The pieces of my heart lay in a pile. 
I used everything else to build my life.
Steel and iron grunting away at the gym
filled my nights.
The growl and speed of my engine 
tore through my nightmares and kept me safe.

The brick and wood of my basement apartment 
was my dungeon that kept me hid.
Giggling flesh of women getting dressed to leave 
were my daily entertainment like a court jester to a king
My kingdom was complete.

Until you came and pointed at the pile. 
Reuse the pieces of my heart?
You're kidding right?
But you weren't and you did what no one else did.
You taught me how to use those pieces to decorate my life.

Now the nights at the gym didn't end with me going home alone.
I no longer had to roar my engine to shred my torment
As I now had your voice to calm my soul.
And my basement no longer felt like a prison
Because you were in it, waiting for me to come home.

Now my jest is spending time with you
and creating smiles that will last forever.
Much longer than the giggles of forgotten faces
and more filling than their nightly feasts.

The scrap pile of my heart in your hands, 
became the treasure and art of my life.
Building me up better and stronger
than the brick, steel and chains of my pain and vengeance.

Thank you  

Tuesday, March 13, 2012

Rainbows

My rainbow fell over
No longer held up with dreams and desires.
The beams, rotted away with life's nightmares
Left to dry out in the sun of my despair.

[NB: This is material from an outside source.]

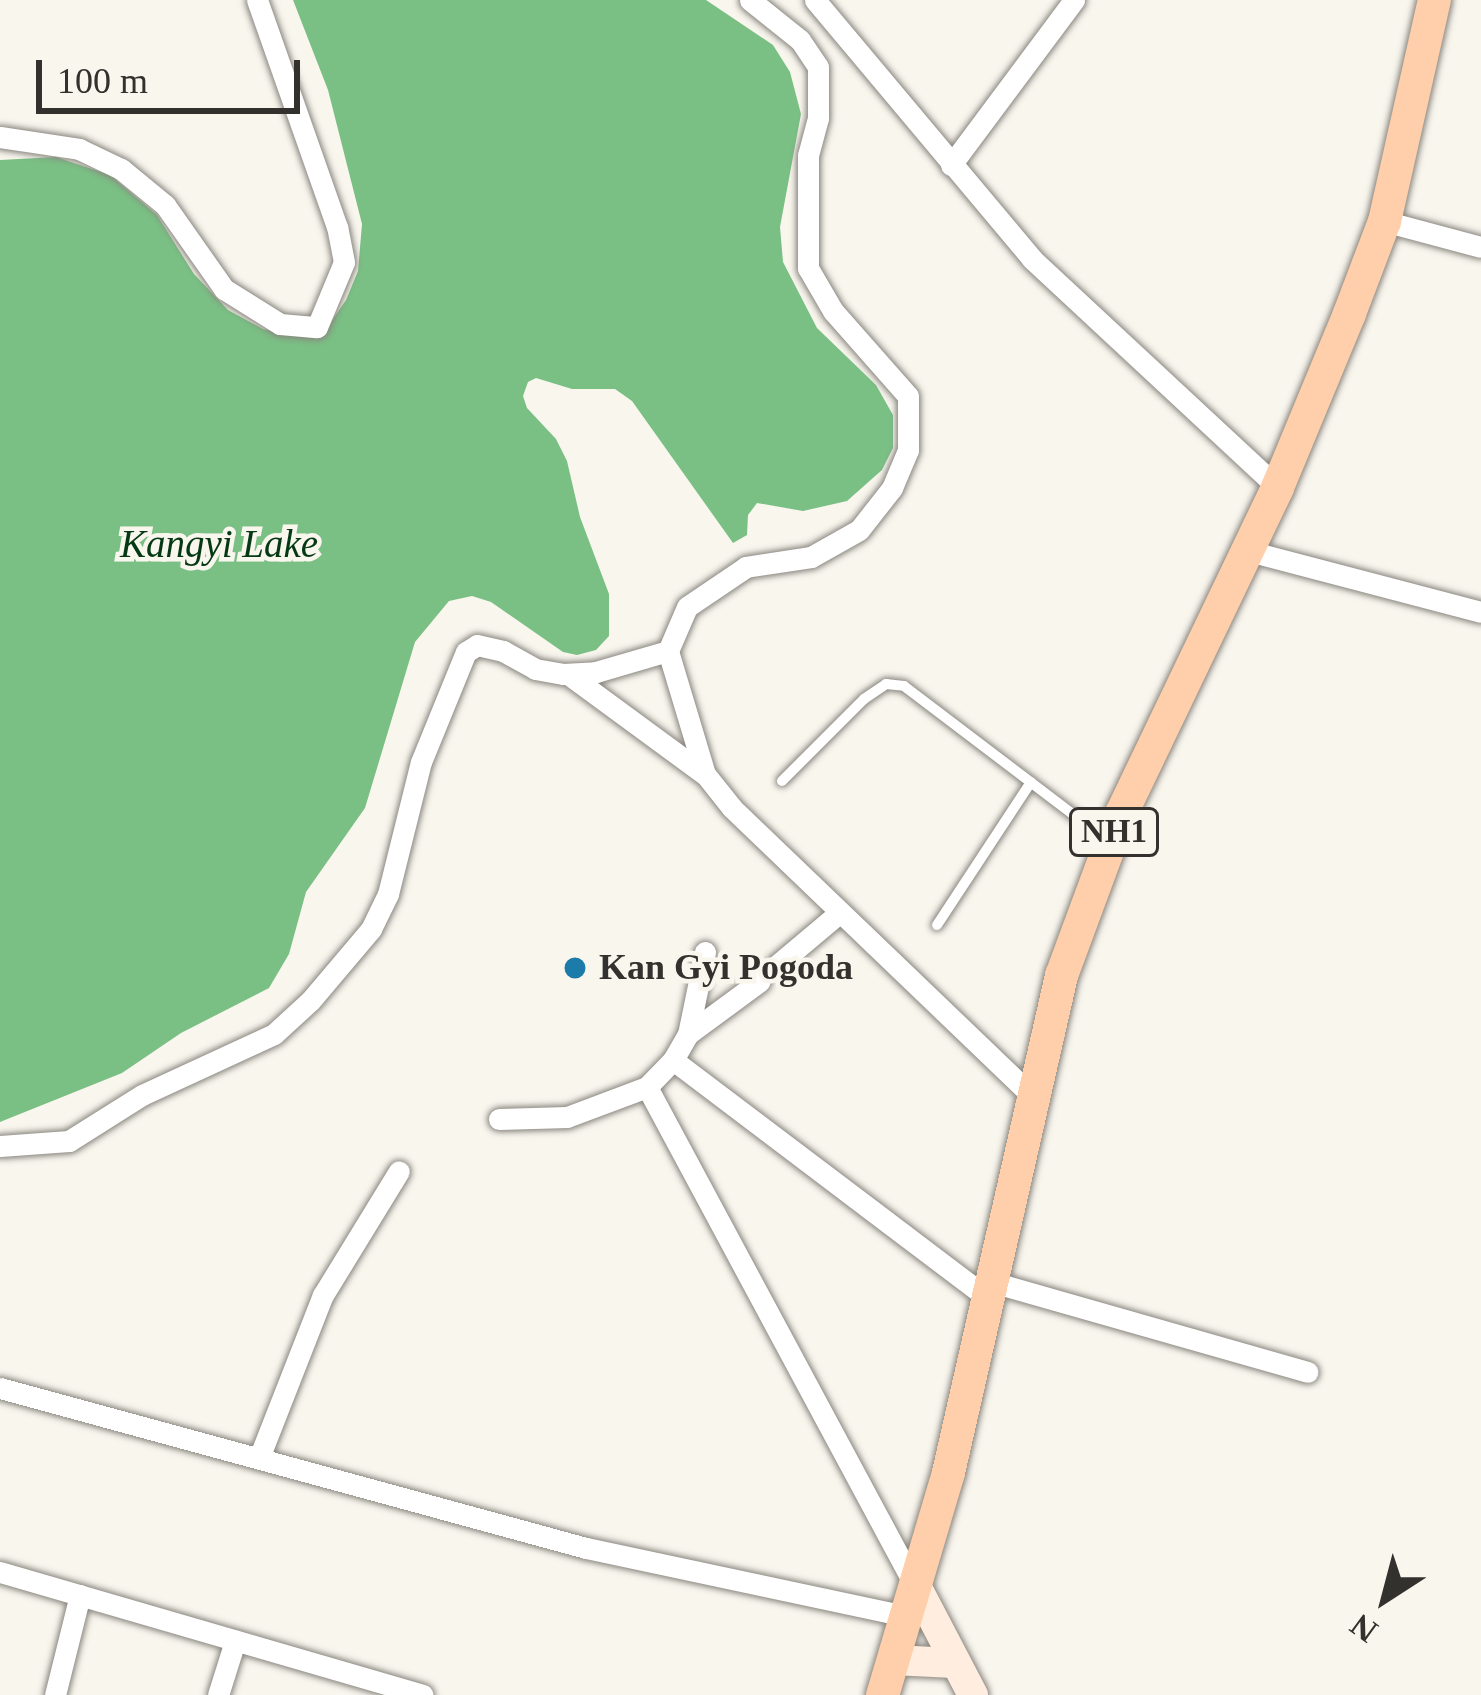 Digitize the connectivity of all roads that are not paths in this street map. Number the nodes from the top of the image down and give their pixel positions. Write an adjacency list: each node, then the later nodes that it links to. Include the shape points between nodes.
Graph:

Scorching heat of reality burning the colors
No more red, no more green, no more blue, no more yellow
Just brown and black of a burnt forest 
And crinkling ash instead of a peaceful brook.

Standing over its remains
My world in this curve at my feet
Winds' loneliness whispering in my ear 
The smell of singed hope teasing my nose.

How will I walk this earth
No rainbow to walk towards
No tower to store my dreams
Just tumble weeds of reality brushing by me.

I guess in time, I will collect new dreams, new hopes.
And this journey of life will have some purpose again
The steps I will take will seem new and scary.
But time, time always has a story to tell.